You write, or else Trump gets your money. No arguments.

Now, look. This accountability method has one flaw: Most people, especially creative writers, love Donald Trump.

If you love Trump (most people reading this), that’s completely fine. I truly don’t care. Simply tell your accountability partner that, should you fail, they should donate your hostage money to your true nemesis: Nancy Pelosi.

Or Joel Osteen.

Or The Church of Satan.

Personally, I’m not interested in any of those tricksters.

My personal nemesis is the American Birding Association, a group of hardline ornithologists who work tirelessly to promote the beady-eyed menaces in our skies.

Frankly, the ABA makes the National Audubon Society look like reasonable moderates, and that’s really saying something.
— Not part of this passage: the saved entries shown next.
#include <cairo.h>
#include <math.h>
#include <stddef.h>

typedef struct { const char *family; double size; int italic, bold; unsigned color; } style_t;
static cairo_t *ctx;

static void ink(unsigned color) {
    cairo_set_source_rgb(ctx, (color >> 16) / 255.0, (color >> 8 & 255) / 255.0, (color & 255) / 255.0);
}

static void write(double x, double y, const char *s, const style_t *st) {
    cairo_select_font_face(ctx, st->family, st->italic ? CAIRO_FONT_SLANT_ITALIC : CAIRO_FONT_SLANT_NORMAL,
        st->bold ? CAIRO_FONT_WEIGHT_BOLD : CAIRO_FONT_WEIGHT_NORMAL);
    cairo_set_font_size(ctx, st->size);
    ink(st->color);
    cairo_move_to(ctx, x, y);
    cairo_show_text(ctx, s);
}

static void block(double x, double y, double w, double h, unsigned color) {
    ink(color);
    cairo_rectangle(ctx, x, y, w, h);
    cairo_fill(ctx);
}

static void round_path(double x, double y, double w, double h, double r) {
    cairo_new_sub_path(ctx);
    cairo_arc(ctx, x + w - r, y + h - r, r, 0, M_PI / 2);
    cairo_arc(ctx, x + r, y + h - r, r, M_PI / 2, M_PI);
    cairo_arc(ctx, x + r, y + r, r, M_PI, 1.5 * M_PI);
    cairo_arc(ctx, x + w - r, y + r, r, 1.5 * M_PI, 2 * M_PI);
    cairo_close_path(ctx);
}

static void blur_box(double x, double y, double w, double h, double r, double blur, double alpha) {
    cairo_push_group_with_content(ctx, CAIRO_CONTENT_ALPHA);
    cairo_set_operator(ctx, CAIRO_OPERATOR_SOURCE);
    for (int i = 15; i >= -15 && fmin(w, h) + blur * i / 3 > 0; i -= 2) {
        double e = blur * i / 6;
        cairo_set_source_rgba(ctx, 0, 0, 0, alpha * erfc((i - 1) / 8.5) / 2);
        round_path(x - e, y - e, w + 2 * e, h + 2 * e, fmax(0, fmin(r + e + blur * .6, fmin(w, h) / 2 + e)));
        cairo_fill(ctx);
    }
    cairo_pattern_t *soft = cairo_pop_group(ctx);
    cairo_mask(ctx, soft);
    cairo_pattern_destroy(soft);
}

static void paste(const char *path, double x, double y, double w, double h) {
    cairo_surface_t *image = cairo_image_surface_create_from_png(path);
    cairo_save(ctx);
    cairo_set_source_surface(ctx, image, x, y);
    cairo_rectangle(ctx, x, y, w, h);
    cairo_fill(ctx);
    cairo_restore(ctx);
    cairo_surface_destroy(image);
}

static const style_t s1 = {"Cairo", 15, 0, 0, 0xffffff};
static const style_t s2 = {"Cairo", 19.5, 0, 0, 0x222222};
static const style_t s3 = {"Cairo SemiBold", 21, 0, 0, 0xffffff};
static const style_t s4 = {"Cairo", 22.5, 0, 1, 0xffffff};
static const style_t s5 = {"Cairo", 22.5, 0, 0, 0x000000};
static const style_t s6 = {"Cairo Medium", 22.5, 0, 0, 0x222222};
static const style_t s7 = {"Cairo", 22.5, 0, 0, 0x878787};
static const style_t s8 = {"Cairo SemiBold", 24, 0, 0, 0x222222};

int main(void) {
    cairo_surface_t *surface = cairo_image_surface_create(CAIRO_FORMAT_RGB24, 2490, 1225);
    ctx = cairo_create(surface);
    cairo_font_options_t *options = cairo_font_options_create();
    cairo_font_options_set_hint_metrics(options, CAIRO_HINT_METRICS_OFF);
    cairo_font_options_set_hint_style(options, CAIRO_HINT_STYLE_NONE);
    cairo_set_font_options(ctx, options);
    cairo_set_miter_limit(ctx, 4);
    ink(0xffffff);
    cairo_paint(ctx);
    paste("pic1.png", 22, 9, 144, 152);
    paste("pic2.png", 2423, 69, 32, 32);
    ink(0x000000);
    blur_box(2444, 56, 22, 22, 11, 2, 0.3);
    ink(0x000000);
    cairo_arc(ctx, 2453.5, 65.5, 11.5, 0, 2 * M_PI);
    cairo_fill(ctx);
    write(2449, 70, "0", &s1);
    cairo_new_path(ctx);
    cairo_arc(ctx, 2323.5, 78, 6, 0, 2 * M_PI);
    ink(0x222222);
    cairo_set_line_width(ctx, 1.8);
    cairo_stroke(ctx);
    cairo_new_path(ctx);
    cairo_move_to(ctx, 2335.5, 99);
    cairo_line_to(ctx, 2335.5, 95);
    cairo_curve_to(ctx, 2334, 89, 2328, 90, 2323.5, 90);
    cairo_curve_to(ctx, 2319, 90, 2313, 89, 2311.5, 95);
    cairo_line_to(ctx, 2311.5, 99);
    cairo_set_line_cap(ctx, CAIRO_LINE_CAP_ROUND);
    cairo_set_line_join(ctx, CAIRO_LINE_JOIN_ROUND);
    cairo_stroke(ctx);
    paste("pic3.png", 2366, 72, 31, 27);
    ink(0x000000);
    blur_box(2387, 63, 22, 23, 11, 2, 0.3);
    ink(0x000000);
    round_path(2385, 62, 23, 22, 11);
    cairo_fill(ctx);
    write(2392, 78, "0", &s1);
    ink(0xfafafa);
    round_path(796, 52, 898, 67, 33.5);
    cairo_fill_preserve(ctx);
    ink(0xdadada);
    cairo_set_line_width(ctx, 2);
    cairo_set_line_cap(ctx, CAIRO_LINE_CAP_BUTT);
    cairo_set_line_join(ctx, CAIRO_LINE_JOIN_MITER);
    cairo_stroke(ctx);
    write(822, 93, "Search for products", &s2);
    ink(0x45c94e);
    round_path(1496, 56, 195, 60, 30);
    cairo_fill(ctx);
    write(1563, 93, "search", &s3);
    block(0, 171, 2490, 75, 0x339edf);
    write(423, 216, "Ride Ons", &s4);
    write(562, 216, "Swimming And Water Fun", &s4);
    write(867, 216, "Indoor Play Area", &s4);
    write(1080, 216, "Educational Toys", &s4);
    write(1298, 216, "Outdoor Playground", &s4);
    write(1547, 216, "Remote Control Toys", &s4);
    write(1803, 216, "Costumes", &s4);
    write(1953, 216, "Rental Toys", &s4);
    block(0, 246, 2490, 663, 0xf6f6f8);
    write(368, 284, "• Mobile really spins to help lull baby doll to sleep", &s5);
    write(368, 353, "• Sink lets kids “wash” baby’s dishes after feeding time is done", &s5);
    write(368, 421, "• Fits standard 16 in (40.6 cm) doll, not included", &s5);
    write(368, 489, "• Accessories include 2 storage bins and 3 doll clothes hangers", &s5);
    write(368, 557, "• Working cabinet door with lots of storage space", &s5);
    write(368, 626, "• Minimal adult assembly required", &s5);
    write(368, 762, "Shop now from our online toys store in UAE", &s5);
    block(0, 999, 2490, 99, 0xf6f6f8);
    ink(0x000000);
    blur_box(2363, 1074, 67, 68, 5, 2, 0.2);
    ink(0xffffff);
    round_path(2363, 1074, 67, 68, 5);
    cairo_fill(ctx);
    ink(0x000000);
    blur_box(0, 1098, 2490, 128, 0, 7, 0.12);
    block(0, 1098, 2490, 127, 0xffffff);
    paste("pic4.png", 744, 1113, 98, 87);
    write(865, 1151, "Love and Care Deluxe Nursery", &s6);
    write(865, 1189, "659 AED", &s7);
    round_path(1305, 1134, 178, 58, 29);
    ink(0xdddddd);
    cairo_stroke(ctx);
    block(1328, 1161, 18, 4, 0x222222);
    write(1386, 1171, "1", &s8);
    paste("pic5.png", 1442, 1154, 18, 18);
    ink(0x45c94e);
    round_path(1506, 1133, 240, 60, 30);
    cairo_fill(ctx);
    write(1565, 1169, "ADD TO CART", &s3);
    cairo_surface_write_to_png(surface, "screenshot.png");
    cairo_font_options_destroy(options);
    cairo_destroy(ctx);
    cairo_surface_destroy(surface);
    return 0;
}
The thought of those asinine avian apologists getting even a dime of my money makes me want to vomit so much and write so fast that I run laps around Danielle Steele.

My personal accountability method looks like this:

At the start of each calendar month, I send my hostage money — 250 Benjamins-large — to my accountability partner, Veronica. I text her every single weekday for a full month.

Veronica knows that if I don’t hit my 300 words for the day (1,500 for the work week), she must do the unthinkable: Send my hard-earned cash to the American Birding Association, which, as far as I’m concerned, is a terrorist organization.

Have I ever lost my money? Just once.

I remember, so clearly, sending that late-night text:

“Hey Verny, I screwed up today. I lost track of time while I watched the movie Furby Island. I forgot to write today.”

She said, “Isn’t Furby Island a kid’s movie that’s only 45-minutes long?”

I said, “Yeah, but I watched it four times. Look, I really messed up. I didn’t write.”

She said, “You know what that means…”

I said, “Please don’t do this! Please send my money to the Taliban instead. Anyone but the American Birding Association!”

She said, “Nope. A deal’s a deal.”

Then she sent my moolah straight to the freakin’ bird freaks. And I’ve never forgotten to write ever again.

The method works.

Now, it’s your turn: Pick your nemesis, open your wallet, and get writing.

However, if you are a coward, please ignore this accountability method. This method isn’t for you.

But, if you are ready to step up like a hero and WRITE, use this method!